TAMI - wiki

This is an old revision of the document!

Very WIP page(as of 3rd of April 2025), you can help by asking questions in the telegram group or in-person on Mondays

flowchart TB

  subgraph sg1["Global Registration"]
      direction LR
      vf[(Video Frames)] --> undistort["Undistort Frames"] --> fd
      fd["Feature Detection"] --> fm
      
          subgraph fm["Feature Matching"]
              direction LR
              curframe@{ shape: circle, label: "Frame t" }
              lcpairs[("Loop Closure Groups")]
              mne["Match to all frames between t-15 and t+15"]
              islcp{"Is frame in a loop closure group"}
              mlcp["Match to all frames in the same loop closure group"]
              findtransitivepairs["Find transitive pairs, If A-B and B-C match, attempt to match A-C"]
              imgpairs[(Successfully Matched Image Pairs)]
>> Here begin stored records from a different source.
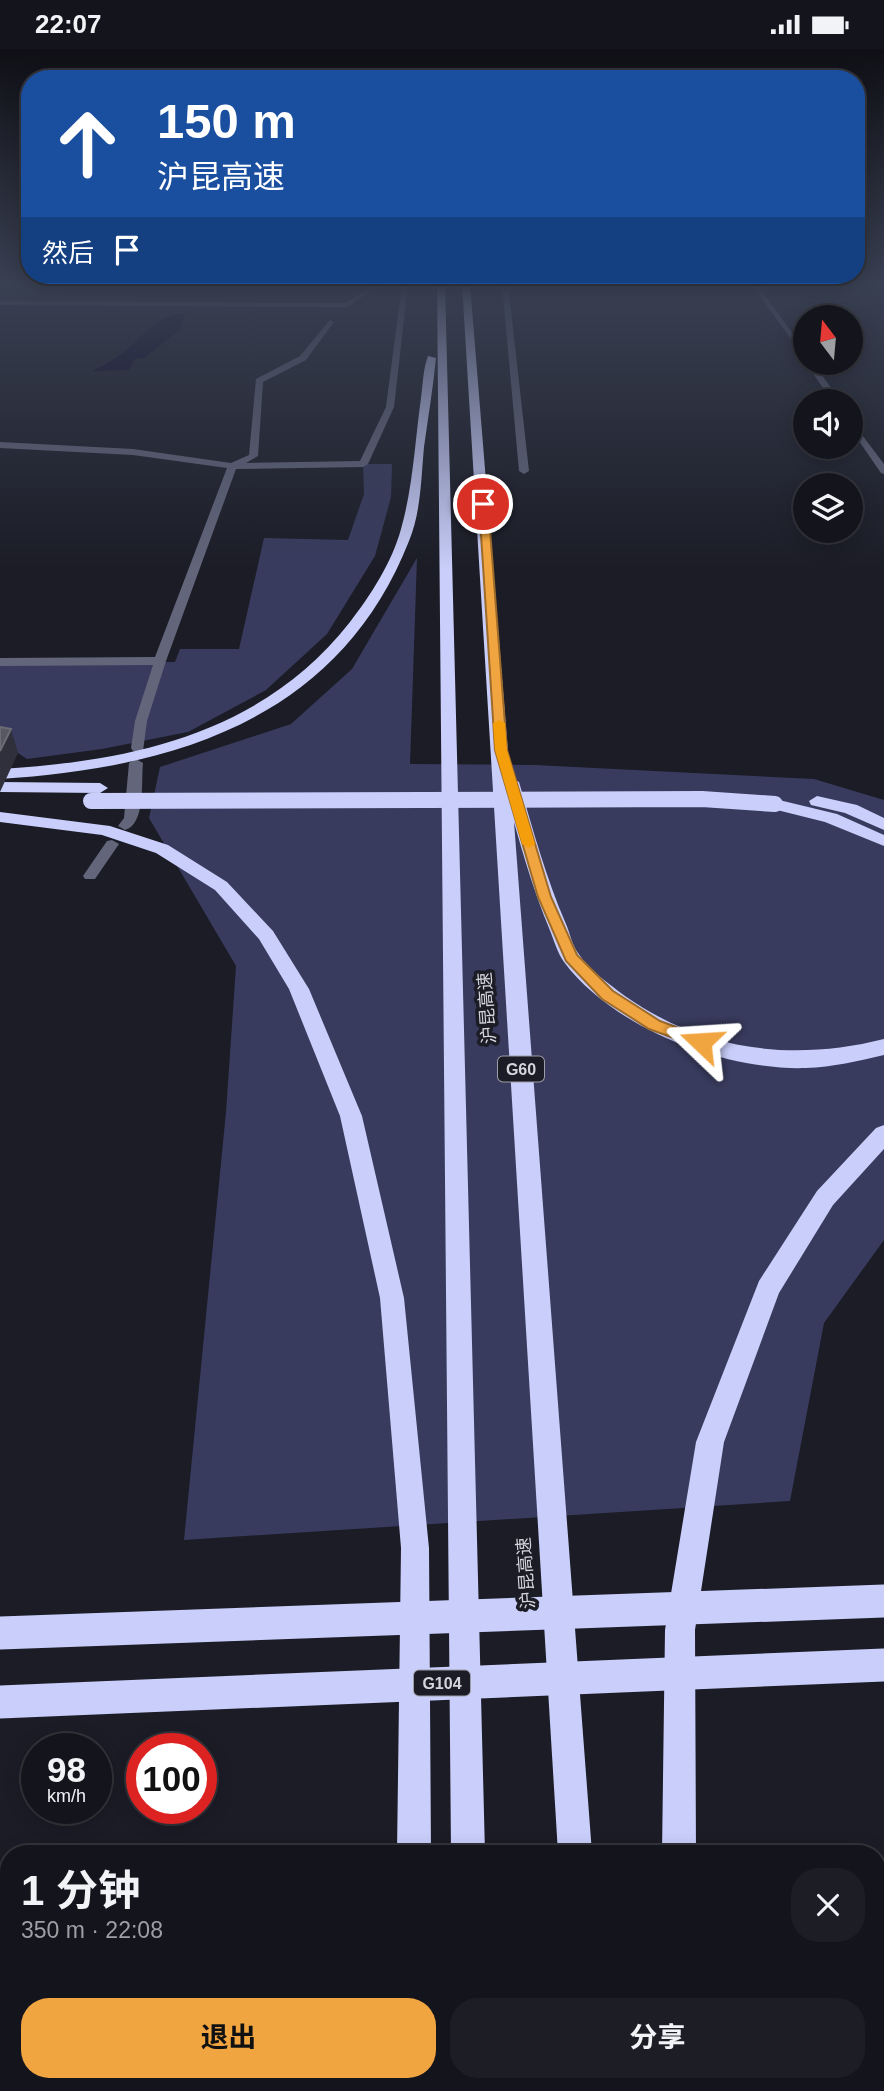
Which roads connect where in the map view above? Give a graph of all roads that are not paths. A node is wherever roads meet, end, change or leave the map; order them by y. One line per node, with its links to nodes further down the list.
1 (261, 379): 9 (street)
2 (393, 379): 9 (street)
3 (428, 379): 17 (highway)
4 (443, 379): 35 (highway, 沪昆高速)
5 (473, 379): 15 (highway, 沪昆高速 / G60)
6 (515, 379): 10 (street)
7 (863, 434): 11 (street)
8 (0, 445): 9 (street)
9 (232, 466): 12 (street)
10 (524, 471)
11 (884, 471)
12 (160, 661): 13 (street); 14 (street)
13 (0, 662)
14 (138, 748)
15 (501, 750): 28 (highway); 36 (highway, 沪昆高速 / G60)
16 (136, 763): 24 (street)
17 (0, 774)
18 (0, 787): 19 (highway)
19 (96, 794): 20 (highway, bridge); 21 (highway)
20 (775, 797): 23 (highway); 25 (highway)
21 (0, 801)
22 (0, 817): 34 (highway)
23 (884, 825)
24 (125, 826)
25 (884, 841)
26 (113, 844): 27 (street)
27 (90, 876)
28 (884, 1047)
29 (884, 1134): 37 (highway)
30 (884, 1601): 31 (highway, bridge)
31 (0, 1633)
32 (884, 1665): 33 (highway, G104, bridge)
33 (0, 1702)
34 (414, 1845)
35 (468, 1845)
36 (574, 1845)
37 (679, 1845)

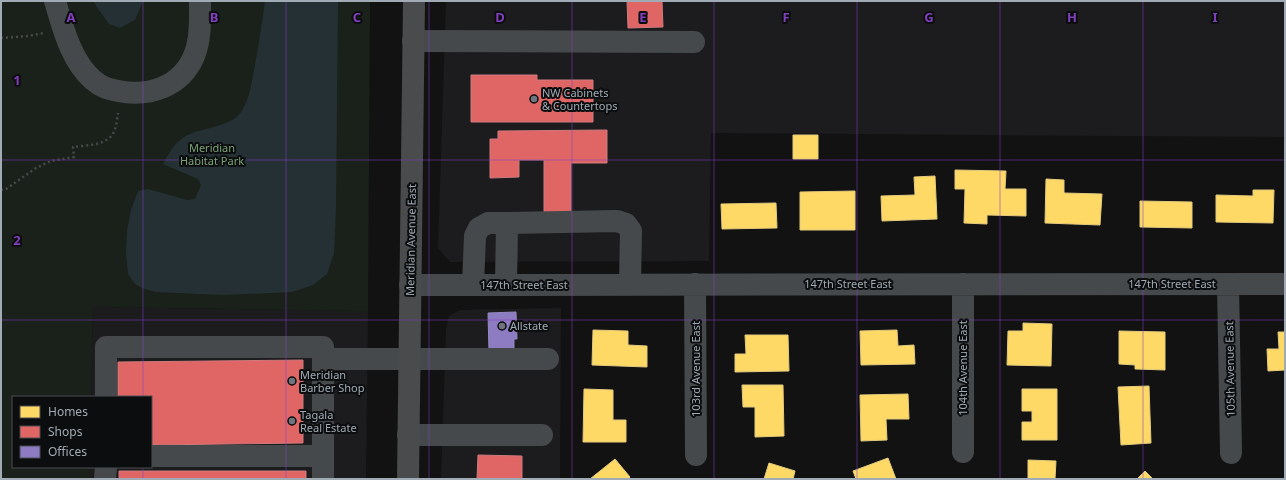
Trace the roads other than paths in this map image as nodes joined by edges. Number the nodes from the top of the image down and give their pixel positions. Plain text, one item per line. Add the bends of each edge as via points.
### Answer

              curframe --> mne
              lcpairs -..- islcp
              mne --> islcp
              mlcp --> findtransitivepairs
              islcp --Yes--> mlcp
              islcp -->|No| findtransitivepairs
              findtransitivepairs --> imgpairs
          end

      imgpairs --> imgpair[("Image pair")] 
          subgraph ComputeEssentialMatrix["Compute Essential Matrix"]
              direction LR
              
              imgpair --> ransacLoop["RANSAC Loop"]
              
              subgraph RANSACProcess["RANSAC Process"]
                  direction LR
                  ransacLoop --> randomSample["Randomly select 5 point-to-point matches"]
                  randomSample --> computeE["Compute 10 candidate essential matrices using 5-point algorithm"]
                  computeE --> countInliers["Count the amount of points where the algebraic epipolar error is lower than a set threshold"]
                  countInliers --> updateBest["Update best essential matrix if more inliers found in any of the candidates"]
                  updateBest --> checkIteration{"Max iterations
                  reached?"}
                  checkIteration -->|No| ransacLoop
              end
              
              checkIteration -->|Yes| output[("Image Pairs With Estimated Essential Matricies and Keypoint Inlier Masks")]
          end
      
      output --> pgo["Bundle Adjustment"]
  end

  
  subgraph sg2["Depth Estimation"]
      direction LR
      pm["PatchMatch Multi-View Depth Estimation"]
      nde["DepthAnything v2 Neural Monocular Depth Estimate"]
      pm & nde --> preprocessing

      subgraph ConfidenceWeightedDepthCorrection["Confidence-Weighted Depth Map Correction"]
          direction LR
          
          preprocessing["Downscale Neural Estimate to PatchMatch resolution"] --> ransacLoopPolyfit["RANSAC Loop"]
          
          subgraph RANSACProcessPolyfit["RANSAC Polynomial Fitting"]
              ransacLoopPolyfit --> sampleSelection
              sampleSelection["Random sample selection
              from depth maps"] --> weightSamples
              
              weightSamples["Weight samples by
              confidence map values"] --> fitModel
              
              fitModel["Fit polynomial offset model
              to weighted samples"] --> evaluateModel
              
              evaluateModel["Evaluate model by weighted error"] --> checkConvergence
              
              checkConvergence{"Max Iterations Reached?"} -->|No| ransacLoopPolyfit
              
              checkConvergence -->|Yes| bestModel["Select best polynomial
              offset model"]
          end
          
          bestModel --> applyCorrection["Apply polynomial correction to full-res neural depth map"]
          
          applyCorrection --> outputPolyfit["Merge Depth and Color into RGBD"]
      end

      outputPolyfit --> rgbdpcd["RGBD Point Cloud Projection"] --> gsd["3D Gaussian Splat Training + Depth Rasterization"]
      gsd --> kde["KDE Outlier Filtering"]
      kde --> storergbd[(RGBD Images)]
  end

  subgraph sg3["Meshing"]
      direction LR
      tsdf --> gltfq["Quantize and Compress using the Draco GLTF Transcoder"]
  end

  subgraph tsdf["Hybrid RGBD TSDF Integration"]
      direction LR
      storergbd2[(RGBD Images)]
      gpuintgr["GPU VoxelBlockGrid Integration"]
      isvram{"VRAM Usage"}
      cpuintgr["CPU Uniform Voxel Grid Trilinear Interpolation"]
      exportmesh[(GLTF Mesh)]

      storergbd2 -.- gpuintgr
      gpuintgr --> isvram
      isvram --Low--> gpuintgr
      isvram --High--> cpuintgr
      cpuintgr --> gpuintgr
      gpuintgr -.Move Data.-o cpuintgr

      cpuintgr --> exportmesh
  end

  sg1 --> sg2 --> sg3

3d scan of tami

the scan is based on a phone video recording of me walking around tami.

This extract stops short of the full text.